Reflections from a Token Black Friend - pwim
https://medium.com/@rnagarajah2/reflections-from-a-token-black-friend-2f1ea522d42d
======
jonnypotty
Found this really interesting thank you. As a white dude who grew up in rural
UK I had very limited contact with anyone who wasn't white growing up and its
not really changed too much as I've grown up and joined the world.

One of the problems people like me have is that the entire 'issue' is
disconnected from our reality. The only context I have is the history I've
learnt and the things I read now. The media I consume essentially. My
subconscious has a load of shit programmed in to do with the idea of a black
person or black people. I don't understand all of it but I _know_ I have
prejudice that I don't want. What I do have is a desparate desire to always
treat people equally and a lot of fear that I will get something wrong.

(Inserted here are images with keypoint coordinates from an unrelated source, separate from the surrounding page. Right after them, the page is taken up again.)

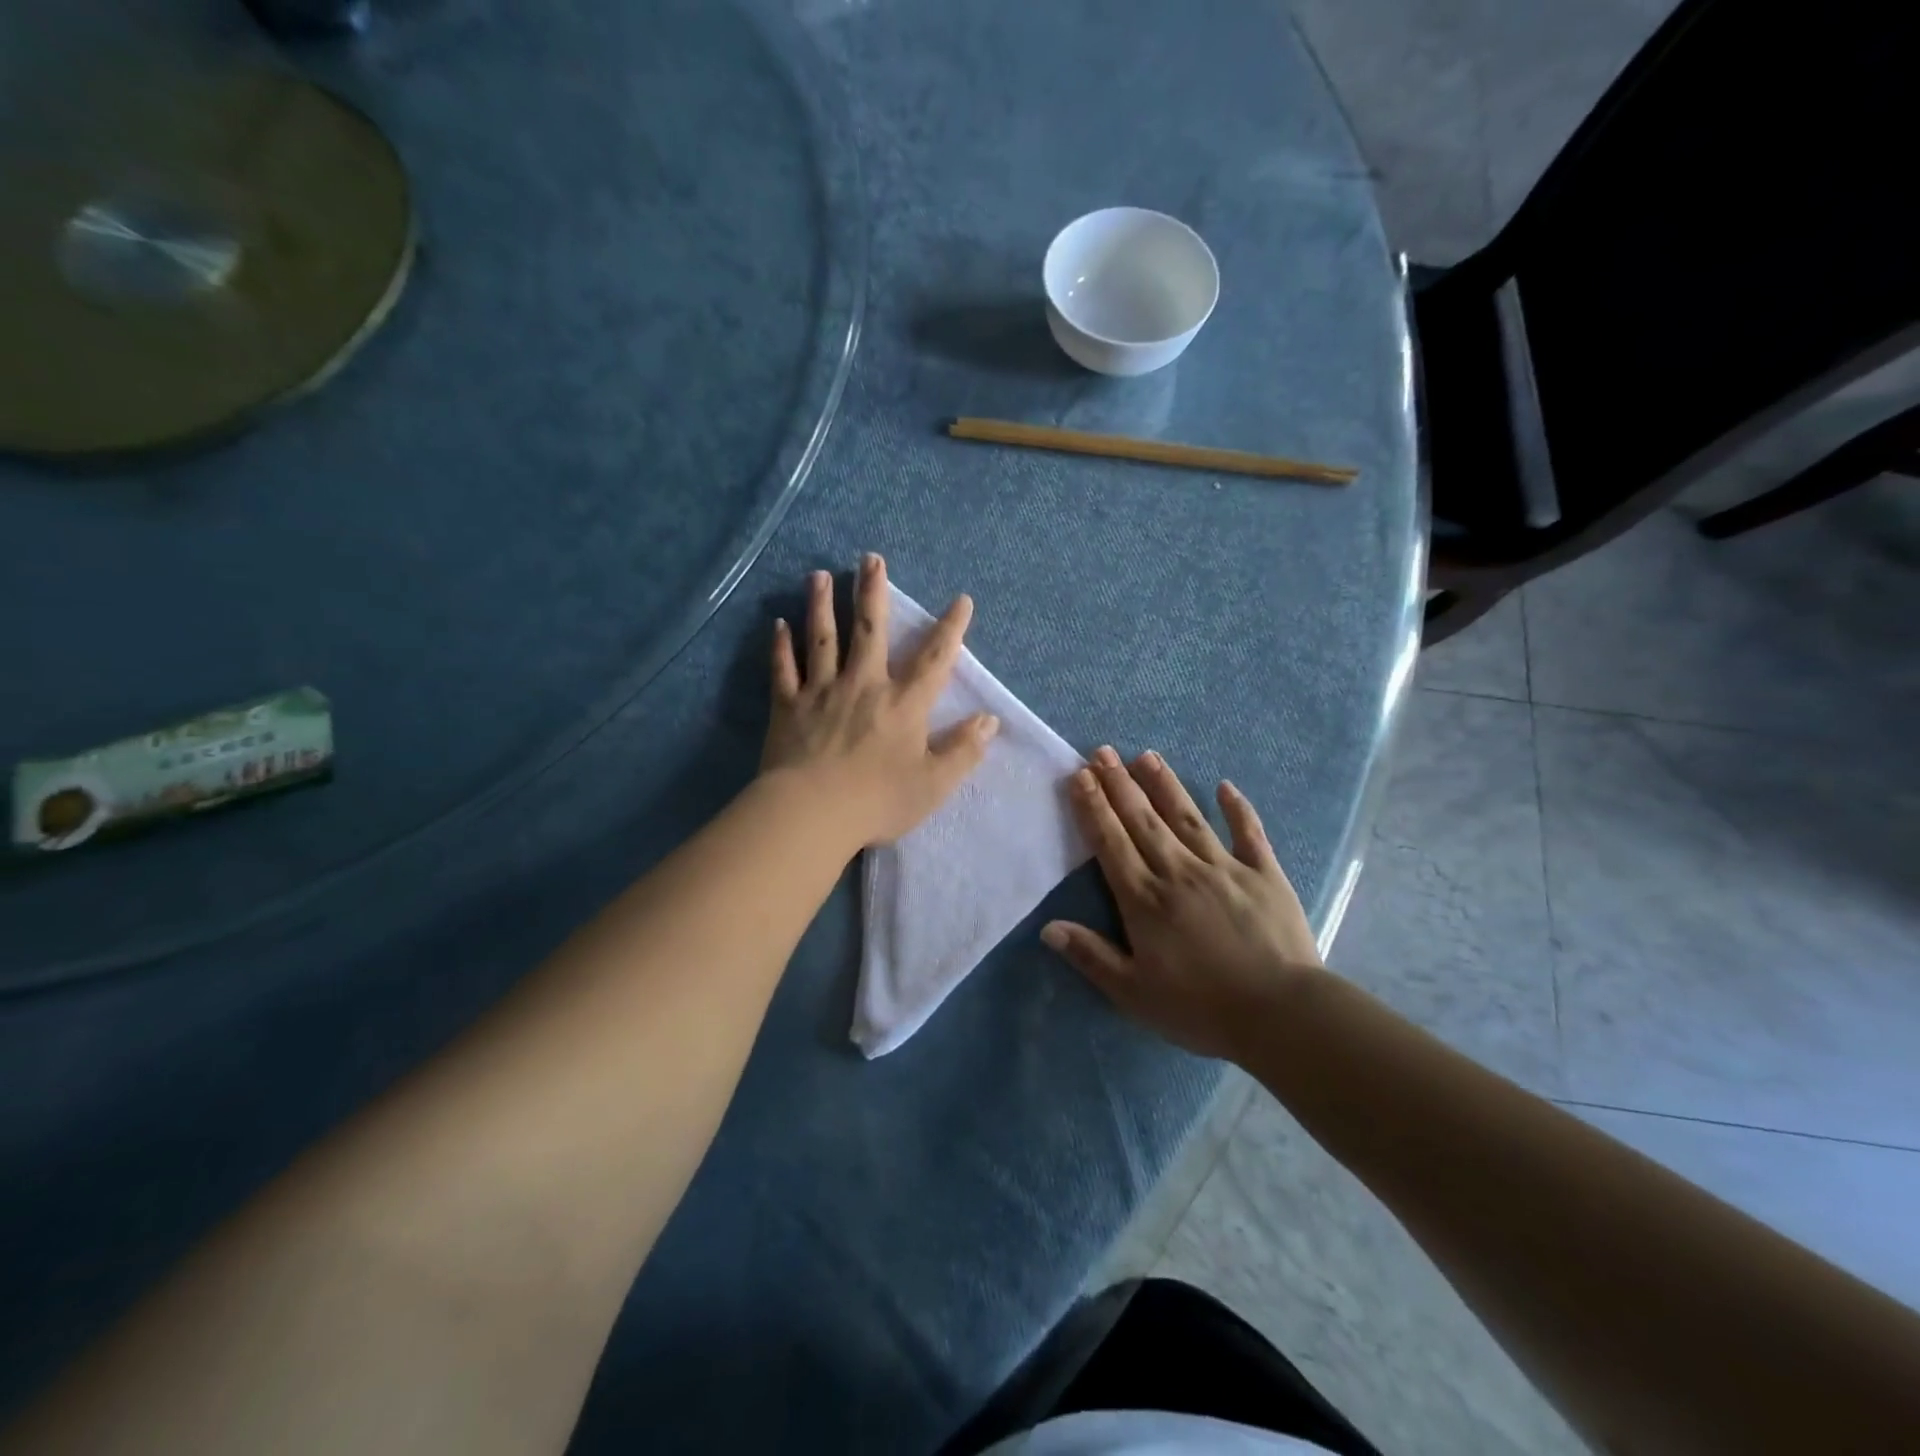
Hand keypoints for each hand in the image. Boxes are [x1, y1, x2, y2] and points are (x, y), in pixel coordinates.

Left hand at [761, 554, 998, 847]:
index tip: (961, 600)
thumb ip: (963, 751)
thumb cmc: (878, 801)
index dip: (951, 629)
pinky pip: (783, 670)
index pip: (934, 659)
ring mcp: (822, 692)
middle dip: (872, 592)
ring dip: (822, 605)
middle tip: (870, 559)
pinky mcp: (788, 706)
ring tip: (819, 575)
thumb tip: (989, 720)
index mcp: (903, 704)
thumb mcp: (933, 784)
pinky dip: (780, 647)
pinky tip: (777, 625)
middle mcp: (863, 685)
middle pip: (870, 630)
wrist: (812, 813)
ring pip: (822, 639)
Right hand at [1042, 747, 1322, 1062]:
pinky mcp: (1264, 874)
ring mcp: (1224, 868)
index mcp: (1145, 899)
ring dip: (1165, 785)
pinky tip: (1226, 786)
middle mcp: (1179, 872)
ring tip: (1146, 756)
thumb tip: (1048, 927)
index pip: (1111, 843)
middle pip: (1143, 820)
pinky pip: (1249, 833)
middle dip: (1119, 784)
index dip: (1093, 807)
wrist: (1281, 1015)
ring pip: (1187, 817)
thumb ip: (1091, 956)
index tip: (1079, 775)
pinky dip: (1238, 809)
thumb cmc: (1201, 1008)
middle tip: (1103, 751)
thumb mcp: (1134, 993)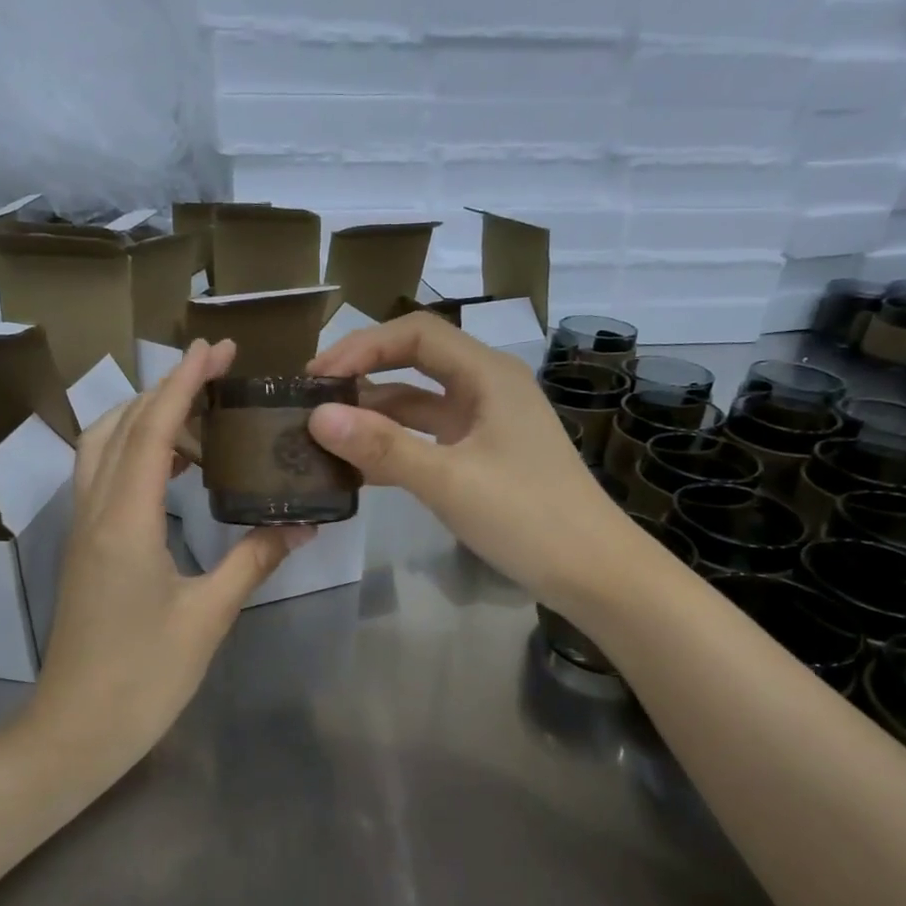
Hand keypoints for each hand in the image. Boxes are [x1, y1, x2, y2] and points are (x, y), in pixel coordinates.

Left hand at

Unfortunately it's an order of magnitude easier to 'post something' than it is
to change the way you react to people. To be vigilant of your own mind, to be
constantly aware and sensitive to what's going on around you. To accept that
you have predudice and you need to work in order to mitigate it. To accept you
probably will do or say the wrong thing, to be OK with this and accept that
you may need to change. It's hard. We can shout and post and demonstrate as
much as we want but this is about other people, not ourselves. Will anything
change after this? I fear not because we want other people to change, not
ourselves.

------
jjeaff
This was really good and enlightening. Things like this should be required
reading in schools across America. Along with a complete revamping of American
History to hammer in the reality of what happened.